«Compito della manovra è tenere conto che ci troviamo con un Paese spaccato a metà. Da un lato ci sono le imprese medio-grandi, che assumono e beneficiano di decontribuzione e Jobs Act. Dall’altra microimprese, piccolo commercio e artigianato sono stati quasi rasi al suolo dalla recessione». A parlare è il professor Marco Fortis, vicepresidente della Fondazione Edison. Il governo è già al lavoro per cercare le coperture per la legge di stabilità, il cui ammontare sarà di almeno 25 miliardi di euro. Obiettivo numero uno: scongiurare l’entrata in vigore delle clausole di salvaguardia, con tanto di aumento dell’Iva e delle accise. Ma anche cercare di non falcidiare questa prima brezza di ripresa, con il Pil che nel secondo semestre 2015 ha registrato il +0,2%.
Visto l’attuale quadro, l’abolizione della Tasi sulla prima casa è una buona idea?
L’abolizione della Tasi è un intervento che può dare un segnale ulteriore, soprattutto al ceto medio. Significa infatti che i tempi bui sono passati e che il risparmio tutt’ora accumulato anziché speso per motivi prudenziali può essere finalmente liberato. Dalle statistiche sulle vendite al dettaglio e dall’indice della Confcommercio emerge che a partire da giugno-luglio 2014 si è registrata la fine della caduta dei consumi.
Quindi siamo in ripresa?
La ripresa c’è, ma è ancora molto modesta perché una parte cospicua dell’incremento del potere d’acquisto è accumulato in risparmio. La gente teme le tasse future e lo stesso quadro internazionale, e del resto ricordiamoci che soltanto ai primi di luglio eravamo in balia di un’eventuale Grexit.
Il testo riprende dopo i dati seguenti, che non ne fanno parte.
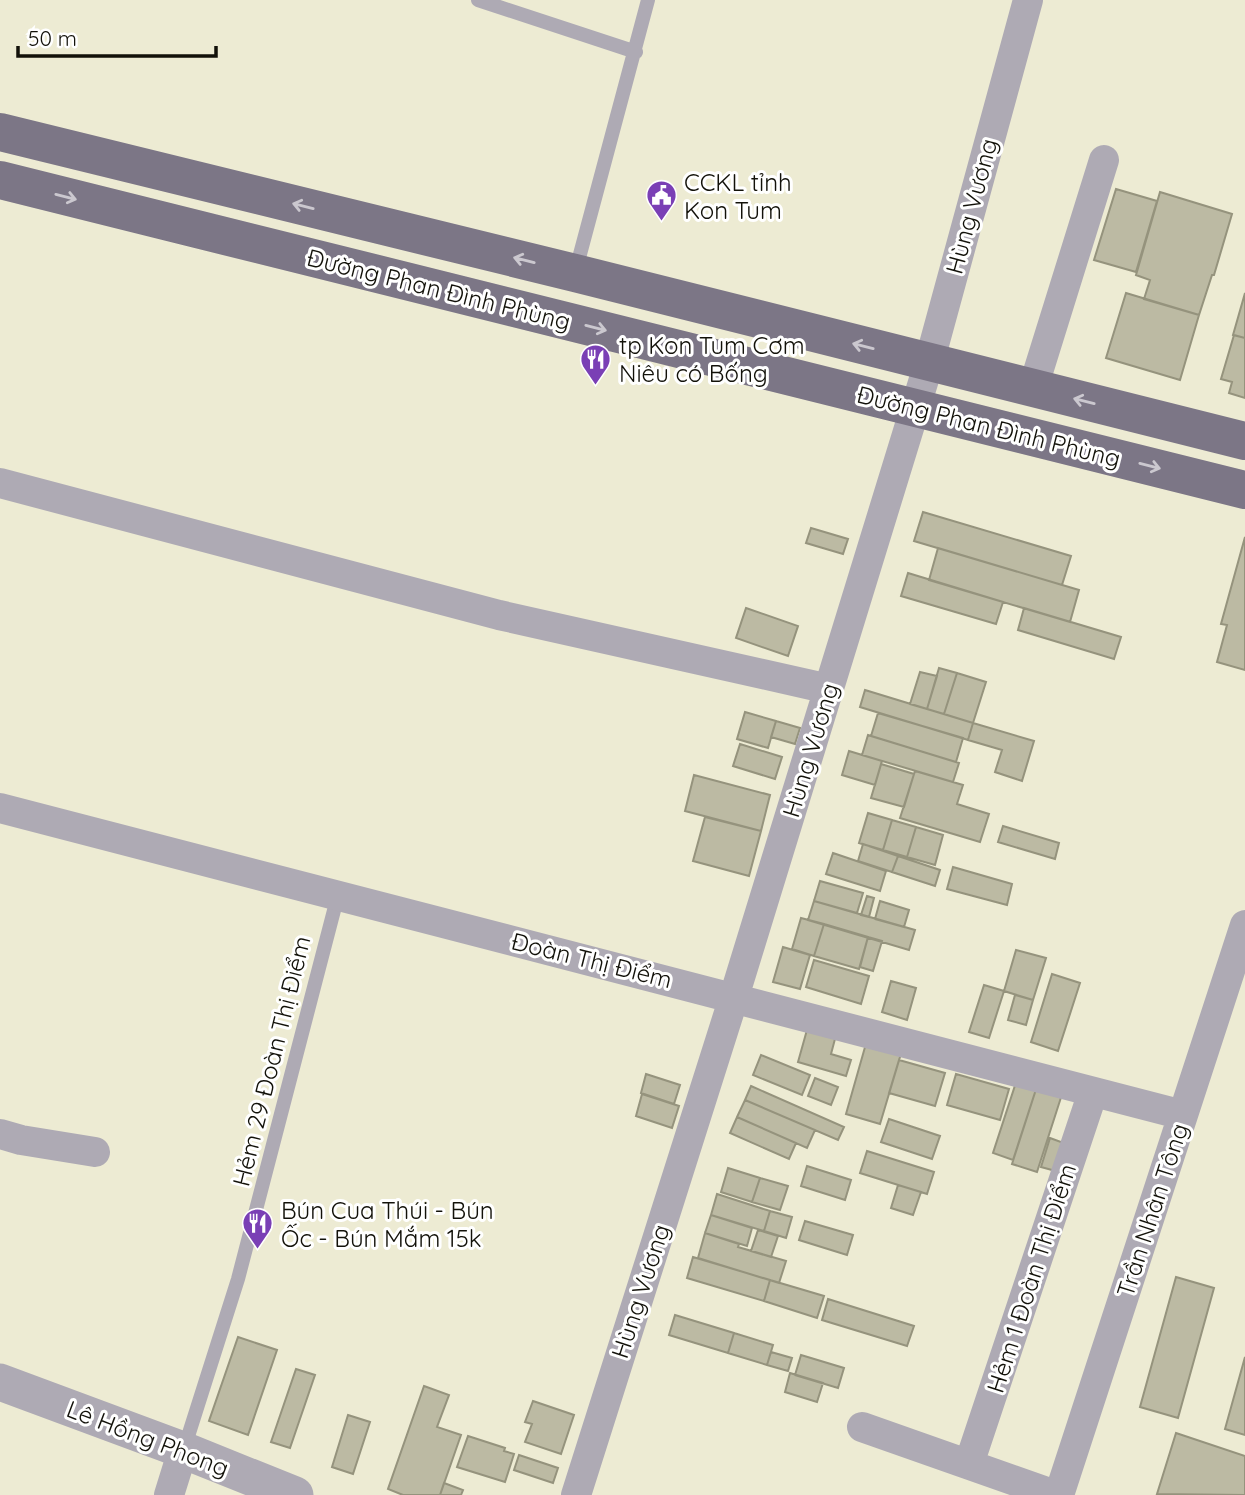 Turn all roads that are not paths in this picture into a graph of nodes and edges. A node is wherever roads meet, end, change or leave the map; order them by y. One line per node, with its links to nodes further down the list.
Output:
1 (478, 0): 4 (lane)
2 (648, 0): 4 (lane)
3 (1028, 0): 9 (street, Hùng Vương)
4 (636, 52): 8 (lane)
5 (0, 132): 8 (main road, Đường Phan Đình Phùng, one-way to 5)
6 (1104, 160): 10 (street)
7 (0, 180): 11 (main road, Đường Phan Đình Phùng, one-way to 11)
8 (575, 273): 9 (main road, Đường Phan Đình Phùng, one-way to 8)
9 (929, 363): 10 (main road, Đường Phan Đình Phùng); 11 (street, Hùng Vương)
10 (1033, 388): 12 (main road, Đường Phan Đình Phùng, one-way to 10)
11 (915, 408): 14 (main road, Đường Phan Đình Phùng, one-way to 14); 15 (street, Hùng Vương)
12 (1245, 441)
13 (0, 483): 15 (street)
14 (1245, 489)
15 (829, 689): 19 (street, Hùng Vương)
16 (0, 807): 17 (street, Đoàn Thị Điểm)
17 (338, 895): 19 (street, Đoàn Thị Điểm); 26 (lane, Hẻm 29 Đoàn Thị Điểm)
18 (1245, 925): 21 (street, Trần Nhân Tông)
19 (733, 997): 20 (street, Đoàn Thị Điểm); 30 (street, Hùng Vương)
20 (1093, 1092): 21 (street, Đoàn Thị Điểm); 27 (street, Hẻm 1 Đoàn Thị Điểm)
21 (1183, 1115): 31 (street, Trần Nhân Tông)
22 (0, 1134): 23 (street)
23 (95, 1152)
24 (0, 1382): 26 (street, Lê Hồng Phong)
25 (862, 1427): 27 (street)
26 (183, 1450): 28 (street); 29 (street, Lê Hồng Phong)
27 (969, 1464): 31 (street)
28 (169, 1495)
29 (295, 1495)
30 (576, 1495)
31 (1057, 1495)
L’unica economia europea che sta crescendo al di là delle aspettative è quella spagnola, ma ciò sta avvenendo in gran parte in deficit spending.
Un prolungamento della decontribuzione dei contratti può essere efficace per rilanciare l’occupazione?
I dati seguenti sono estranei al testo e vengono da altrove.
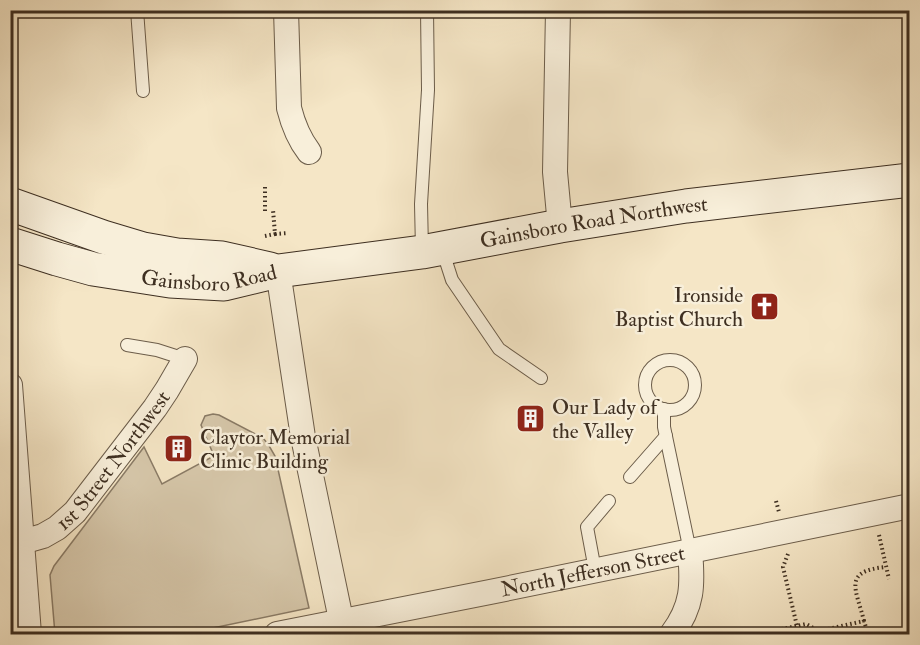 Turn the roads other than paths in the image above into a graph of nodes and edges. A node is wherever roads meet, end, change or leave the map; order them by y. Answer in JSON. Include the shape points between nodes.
{"nodes":[{"id":1,"x":137,"y":10,"type":"edge"},
{"id":2,"x":286,"y":10,"type":"edge"},
{"id":3,"x":427,"y":10,"type":"edge"},
{"id":4,"x":558,"y":10,"type":"edge"},
{"id":5,"x":143,"y":91,"type":"dead end"},
{"id":6,"x":309,"y":152,"type":"dead end"},
{"id":7,"x":909,"y":180,"type":"edge"},
{"id":8,"x":10,"y":204,"type":"edge"},
{"id":9,"x":560,"y":226,"type":"junction"},
{"id":10,"x":10,"y":244,"type":"edge"},
{"id":11,"x":432,"y":250,"type":"junction"},
{"id":12,"x":278,"y":271,"type":"junction"},
{"id":13,"x":127,"y":345,"type":"dead end"},
{"id":14,"x":185,"y":358,"type":"joint"},
{"id":15,"x":542,"y":378,"type":"dead end"},
{"id":16,"x":10,"y":385,"type":"edge"},
{"id":17,"x":664,"y":409,"type":"junction"},
{"id":18,"x":666,"y":436,"type":"junction"},
{"id":19,"x":630,"y":477,"type":"dead end"},
{"id":20,"x":609,"y":501,"type":"dead end"},
{"id":21,"x":909,"y":506,"type":"edge"},
{"id":22,"x":22,"y":542,"type":"junction"},
{"id":23,"x":690,"y":551,"type":"junction"},
{"id":24,"x":595,"y":570,"type":"junction"},
{"id":25,"x":343,"y":628,"type":"edge"},
{"id":26,"x":29,"y":634,"type":"edge"},
{"id":27,"x":277,"y":634,"type":"edge"},
{"id":28,"x":672,"y":634,"type":"edge"}],
"edges":[{"from":1,"to":5,"type":"lane"},
{"from":2,"to":6,"type":"street","via":[[289,108]]},
{"from":3,"to":11,"type":"lane","via":[[428,90],[422,204]]},
{"from":4,"to":9,"type":"street","via":[[555,172]]},
{"from":7,"to":9,"type":"main road","name":"Gainsboro Road Northwest","via":[[686,206]]},
{"from":8,"to":12,"type":"main road","name":"Gainsboro Road","via":[[143,249],[222,258]]},
{"from":9,"to":11,"type":"main road","name":"Gainsboro Road Northwest"},
{"from":10,"to":12,"type":"main road","name":"Gainsboro Road","via":[[93,269],[170,281],[224,284]]},
{"from":11,"to":12,"type":"main road","name":"Gainsboro Road Northwest"},
{"from":11,"to":15,"type":"lane","via":[[499,349]]},
{"from":12,"to":25,"type":"street","via":[[303,437]]},
{"from":13,"to":14,"type":"lane"},
{"from":14,"to":22,"type":"street","name":"1st Street Northwest","via":[[155,408],[75,512],[43,536]]},
{"from":16,"to":22,"type":"street"},
{"from":17,"to":17,"type":"lane","via":[[681,407],[694,393],[695,380],[680,361],[659,362],[646,376],[647,396]]},
{"from":17,"to":18,"type":"lane"},
{"from":18,"to":19,"type":"lane"},
{"from":18,"to":23,"type":"lane"},
{"from":20,"to":24,"type":"lane","via":[[587,527]]},
{"from":21,"to":23,"type":"street","name":"North Jefferson Street"},
{"from":22,"to":26,"type":"street"},
{"from":23,"to":24,"type":"street","name":"North Jefferson Street"},
{"from":23,"to":28,"type":"street","via":[[689,603]]},
{"from":24,"to":25,"type":"street","name":"North Jefferson Street"},
{"from":25,"to":27,"type":"street","name":"North Jefferson Street"}]}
La decontribuzione è una misura efficace, ma in questo momento noi ci troviamo con un Paese spaccato in due e a queste condizioni è molto difficile avere una crescita complessiva del Pil. Il piccolo commercio e l’artigianato sono stati quasi rase al suolo dalla recessione.
Che cosa ci rimane?
Abbiamo le imprese estere dell’industria e del commercio, che possono essere divise in due tipologie. Da un lato quelle che hanno aumentato gli investimenti, come la farmaceutica, dall’altra quelle dei servizi a rete, dell’elettronica e delle telecomunicazioni, che dal 2011-2012 hanno approfittato della crisi per chiudere le loro sedi in Italia. Da un lato ci sono multinazionali che se ne vanno, e dall’altra quelle che il governo è riuscito a trattenere nel Paese. La conseguenza è una crescita zero in termini di produttività e di occupazione.
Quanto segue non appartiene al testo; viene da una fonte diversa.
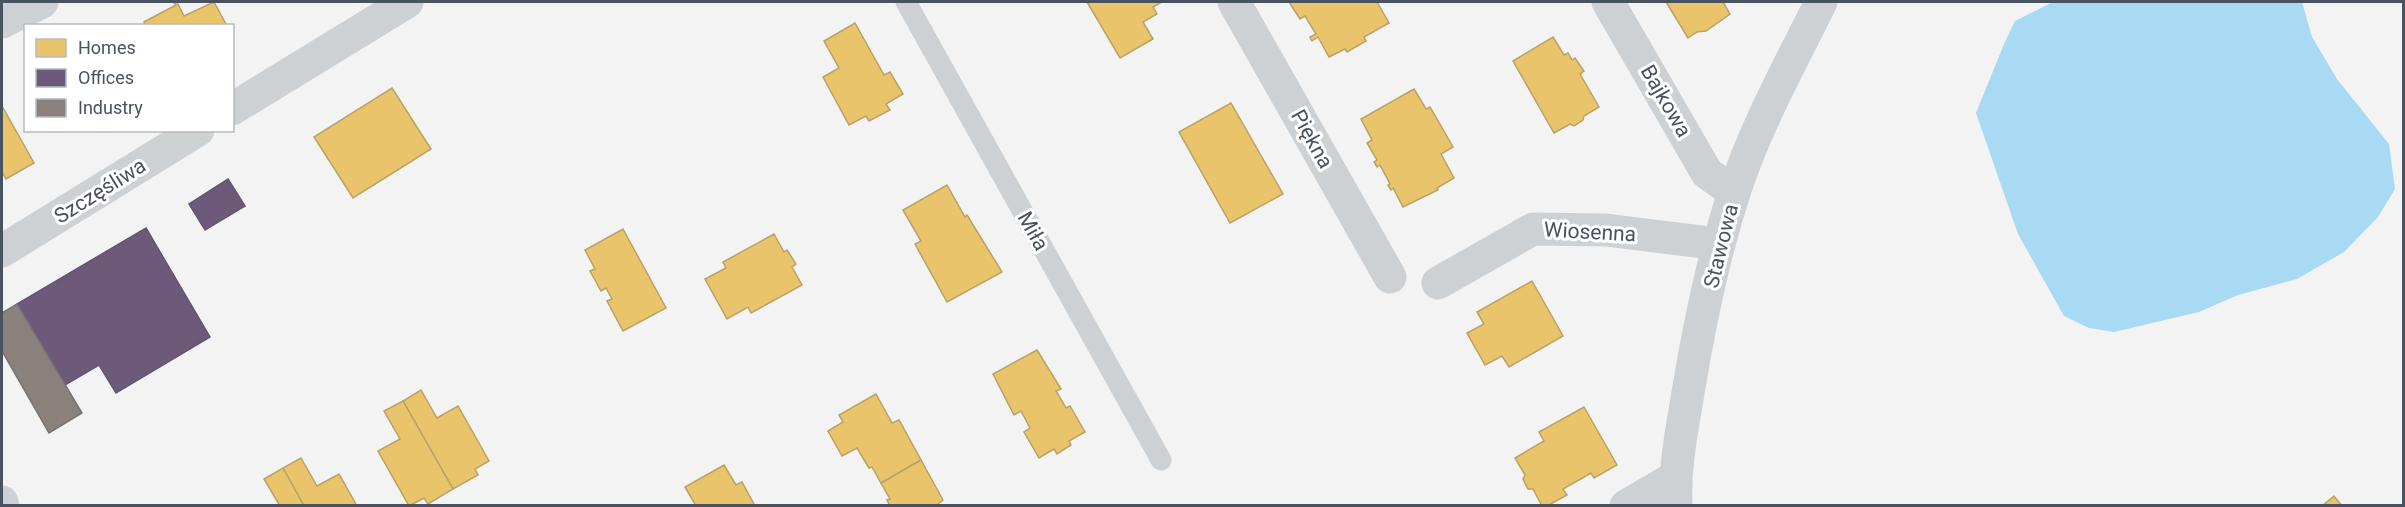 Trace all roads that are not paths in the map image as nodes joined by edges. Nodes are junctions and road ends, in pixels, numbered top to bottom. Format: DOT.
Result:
graph roads {
  1 [pos="42,2"];
  2 [pos="407,2"];
  3 [pos="906,2"];
  4 [pos="1234,2"];
  5 [pos="1608,2"];
  6 [pos="1821,2"];
  7 [pos="2,22"];
  8 [pos="234,108"];
  9 [pos="195,132"];
  10 [pos="1734,192"];
  11 [pos="1719,244"];
  12 [pos="2,251"];
  13 [pos="1390,277"];
  14 [pos="1438,283"];
  15 [pos="1161,460"];
  16 [pos="1675,492"];
  17 [pos="1626,506"];
  1 -- 7 [label="street"];
  2 -- 8 [label="street"];
  3 -- 15 [label="lane, Miła"];
  4 -- 13 [label="street, Piękna"];
  5 -- 10 [label="street, Bajkowa"];
  6 -- 10 [label="street, Stawowa"];
  9 -- 12 [label="street, Szczęśliwa"];
  10 -- 11 [label="street, Stawowa"];
  11 -- 14 [label="street, Wiosenna"];
  11 -- 16 [label="street, Stawowa"];
  16 -- 17 [label="street"];
} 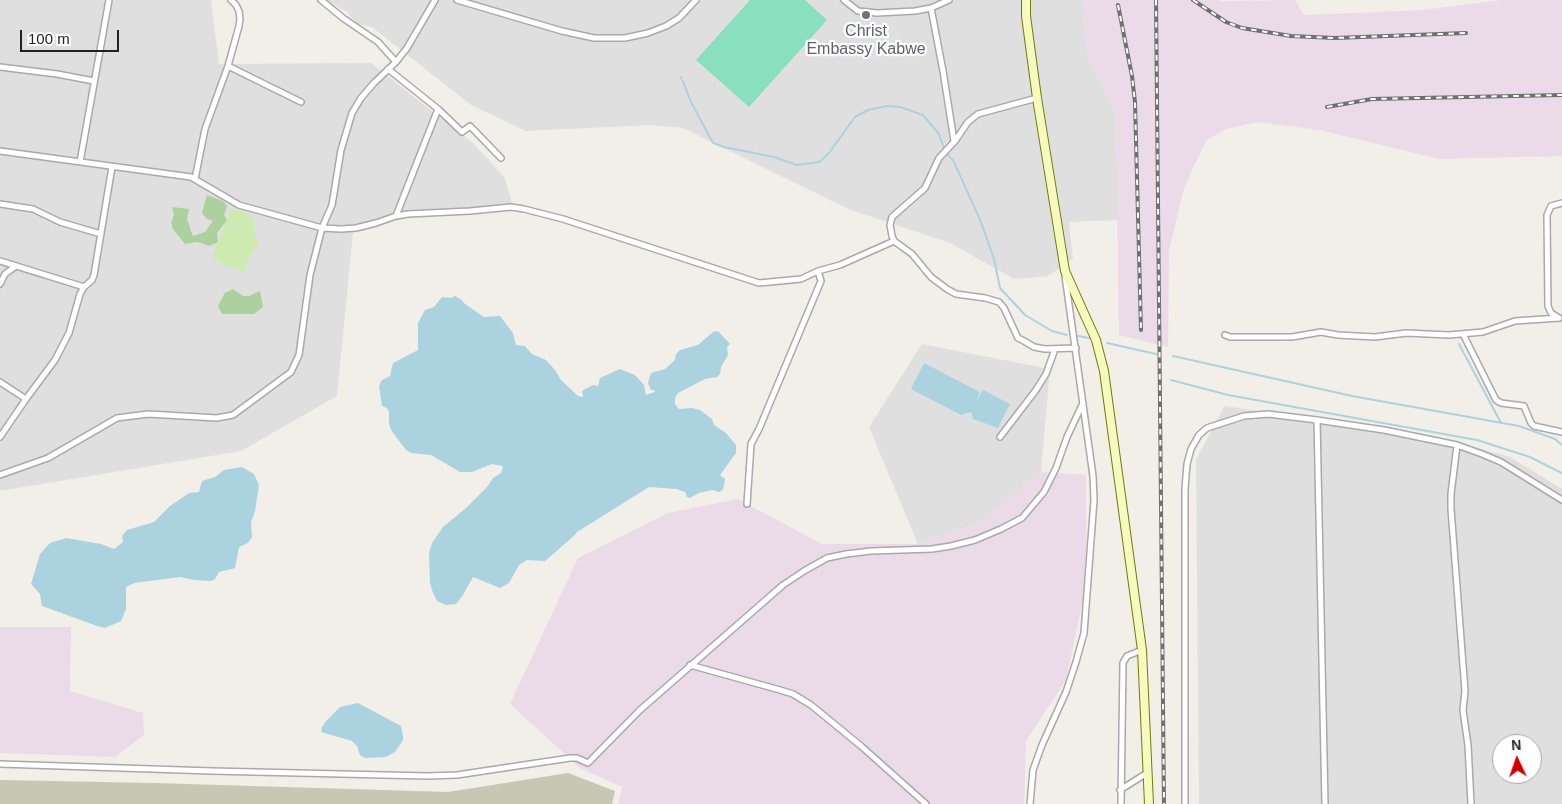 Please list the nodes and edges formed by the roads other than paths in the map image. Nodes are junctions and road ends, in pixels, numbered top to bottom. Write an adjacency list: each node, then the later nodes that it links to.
1 (107, 0): 15 (street)
2 (231, 0): 12 (street)
3 (321, 0): 11 (street)
4 (435, 0): 11 (street)
5 (457, 0): 6 (street)
6 (696, 0)
7 (844, 0): 10 (street)
8 (949, 0): 10 (street)
9 (1026, 0): 16 (street)
10 (930, 8): 19 (street)
11 (396, 62): 14 (street)
12 (228, 66): 17 (street); 24 (street)
13 (0, 67): 15 (street)
14 (388, 69): 18 (street); 28 (street)
15 (94, 81): 22 (street)
16 (1037, 98): 19 (street); 34 (street)
17 (301, 102)
18 (438, 109): 21 (street); 27 (street)
19 (954, 141): 30 (street)
20 (0, 151): 22 (street)
21 (501, 158)
22 (80, 162): 23 (street)
23 (112, 167): 24 (street); 29 (street)
24 (195, 179): 28 (street)
25 (1562, 203): 37 (street)
26 (0, 204): 29 (street)
27 (396, 216): 28 (street); 33 (street)
28 (322, 228): 50 (street)
29 (101, 234): 36 (street)
30 (894, 241): 33 (street); 41 (street)
31 (0, 260): 32 (street)
32 (16, 266): 35 (street); 36 (street)
33 (818, 271): 52 (street)
34 (1064, 271): 40 (street); 53 (street)
35 (0, 284)
36 (84, 287): 43 (street)
37 (1561, 318): 38 (street)
38 (1463, 334): 39 (street); 46 (street)
39 (1225, 335)
40 (1076, 348): 41 (street); 44 (street)
41 (1055, 349): 48 (street)
42 (0, 382): 43 (street)
43 (26, 399): 47 (street)
44 (1083, 403): 54 (street); 59 (street)
45 (1317, 420): 49 (street); 62 (street); 63 (street)
46 (1562, 432)
47 (0, 437)
48 (1000, 437)
49 (1457, 446): 51 (street); 64 (street)
50 (0, 476)
51 (1562, 500)
52 (747, 504)
53 (1142, 650): 56 (street); 57 (street)
54 (690, 666): 55 (street); 58 (street)
55 (0, 764)
56 (1147, 773): 57 (street); 61 (street)
57 (1120, 790): 60 (street)
58 (926, 804)
59 (1030, 804)
60 (1121, 804)
61 (1149, 804)
62 (1186, 804)
63 (1325, 804)
64 (1472, 804)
Qual è lo stato di salute delle imprese italiane?
Anche queste sono spaccate in due. Microimprese e artigianato sono state falcidiate dalla crisi, mentre le aziende esportatrici più strutturate sono riuscite a compensare con l’export la fase più difficile della domanda interna. Questa seconda tipologia di imprese non solo non ha perso posti di lavoro, ma grazie a alla loro efficienza è anche riuscita ad aggiungerne sia pure con fatica.
Quindi è giusta la politica seguita dal governo?
Decontribuzione e Jobs Act sono state provvidenziali, ma solo per le imprese più strutturate. Le aziende medio-grandi hanno aumentato il numero di occupati, mentre quelle micro o piccole li hanno ridotti ulteriormente.
Perché?
Una piccola impresa non è in grado di cogliere le opportunità della decontribuzione e di cambiare completamente la sua visione solo perché è stato introdotto il Jobs Act. Mentre una multinazionale straniera o una media impresa italiana appena si introducono degli incentivi inizia ad assumere. Va tenuto conto però del quadro complessivo della situazione. Lo stesso indice Pmi di Markit si focalizza solo sulle imprese medie o medio-grandi. Non a caso nel mese di luglio rimarca: “Incredibile aumento dell’occupazione negli ultimi quattro mesi”. È però un aumento che tiene conto solo di metà del panorama, che come dicevo si presenta spaccato in due.